On the fifth anniversary of tragic day I’m devoting this space to the remembrance of Robert Garvin McCarthy.
I was given this name when I signed up at 2,996: A Tribute to the Victims of 9/11. Each and every victim, from The Twin Towers, to The Pentagon and the lonely field in Pennsylvania is listed. The workers going about their day and those trapped onboard the four jets. Each person has at least one blogger volunteer to write about them on the fifth anniversary of their untimely death.
Robert was just 33 and a bond trader at Cantor Fitzgerald. He was at work on a perfectly ordinary day. Sixteen days previously his wife Annie had just given birth to their son Shane, their first and sadly only child. They had been married for a little over two years when Robert’s life was so suddenly cut short. Their seventh anniversary would have been this past August 21st.
I wondered what he would have come up with to top what he done after dating Annie for five years. He sent six dozen roses to the salon where she worked: a dozen for each year and a dozen for her co-workers.
When Annie interviewed a year after 9/11 she said the following about her then one year old son:
"It's just so sad. It's always sad when I look at Shane. I look at him and I'm sad because he looks just like Rob, but that also makes me grateful to have him every day."
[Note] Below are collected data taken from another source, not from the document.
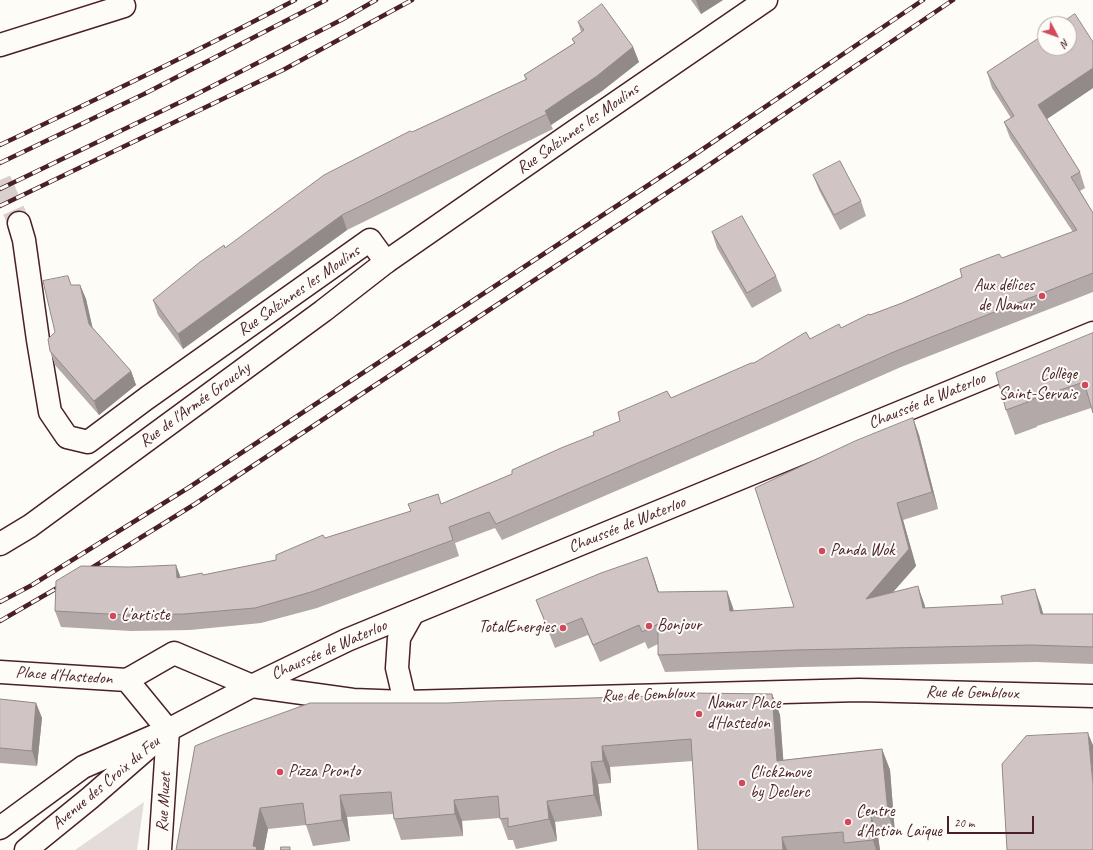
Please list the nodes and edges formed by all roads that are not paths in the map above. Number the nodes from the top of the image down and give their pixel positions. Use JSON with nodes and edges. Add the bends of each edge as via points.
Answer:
{"nodes":[{"id":1,"x":766,"y":0,"type":"edge"},
{"id":2,"x":124,"y":6,"type":"dead end"},
{"id":3,"x":0,"y":45,"type":"edge"},
{"id":4,"x":19,"y":223,"type":"tunnel mouth"},
{"id":5,"x":386,"y":262,"type":"junction"},
{"id":6,"x":1093,"y":333,"type":"edge"},
{"id":7,"x":0,"y":544,"type":"edge"},
{"id":8,"x":413,"y":613,"type":"junction"},
{"id":9,"x":0,"y":672,"type":"edge"},
{"id":10,"x":127,"y":680,"type":"junction"},
{"id":11,"x":252,"y":686,"type":"junction"},
{"id":12,"x":1093,"y":696,"type":"edge"},
{"id":13,"x":405,"y":702,"type":"junction"},
{"id":14,"x":168,"y":730,"type":"junction"},
{"id":15,"x":0,"y":828,"type":"edge"},
{"id":16,"x":26,"y":850,"type":"edge"},
{"id":17,"x":160,"y":850,"type":"edge"}],
"edges":[{"from":1,"to":5,"type":"main road","name":"Rue Salzinnes les Moulins"},
{"from":2,"to":3,"type":"main road"},
{"from":4,"to":5,"type":"main road","name":"Rue Salzinnes les Moulins","via":[[24,240],[50,412],[67,437],[88,442],[370,240]]},
{"from":5,"to":7,"type":"main road","name":"Rue de l'Armée Grouchy","via":[[30,526]]},
{"from":6,"to":8,"type":"main road","name":"Chaussée de Waterloo"},
{"from":8,"to":11,"type":"main road","name":"Chaussée de Waterloo","via":[[347,640]]},
{"from":8,"to":13,"type":"main road","via":[[399,638],[397,668]]},
{"from":9,"to":10,"type":"main road","name":"Place d'Hastedon"},
{"from":10,"to":11,"type":"main road","name":"Place d'Hastedon","via":[[174,653]]},
{"from":10,"to":14,"type":"main road","name":"Place d'Hastedon"},
{"from":11,"to":13,"type":"main road","name":"Rue de Gembloux","via":[[353,700]]},
{"from":11,"to":14,"type":"main road","name":"Chaussée de Waterloo"},
{"from":12,"to":13,"type":"main road","name":"Rue de Gembloux","via":[[859,690]]},
{"from":14,"to":15,"type":"main road","via":[[83,767]]},
{"from":14,"to":16,"type":"main road","name":"Avenue des Croix du Feu"},
{"from":14,"to":17,"type":"main road","name":"Rue Muzet"}]}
"He's a happy baby, a friendly baby, a crazy baby," she said. "He's a little daredevil, and he looks just like Rob with green eyes and light hair."
Shane will never get to play catch with his dad or share in his father’s jokes. He is not the only child who was robbed of a parent five years ago.
Robert’s sister, Mary Jean O'Leary, remembered on one memorial web page how he was always laughing when he was little. She suffered a double blow that day, not only did she lose her brother but her own husband as well.
It is said on the memorial pages I could find of him that he loved life and as one friend, Jon Fullick, wrote "You lived out loud and I love you for it."
I wished he had been able to live out loud for a while longer.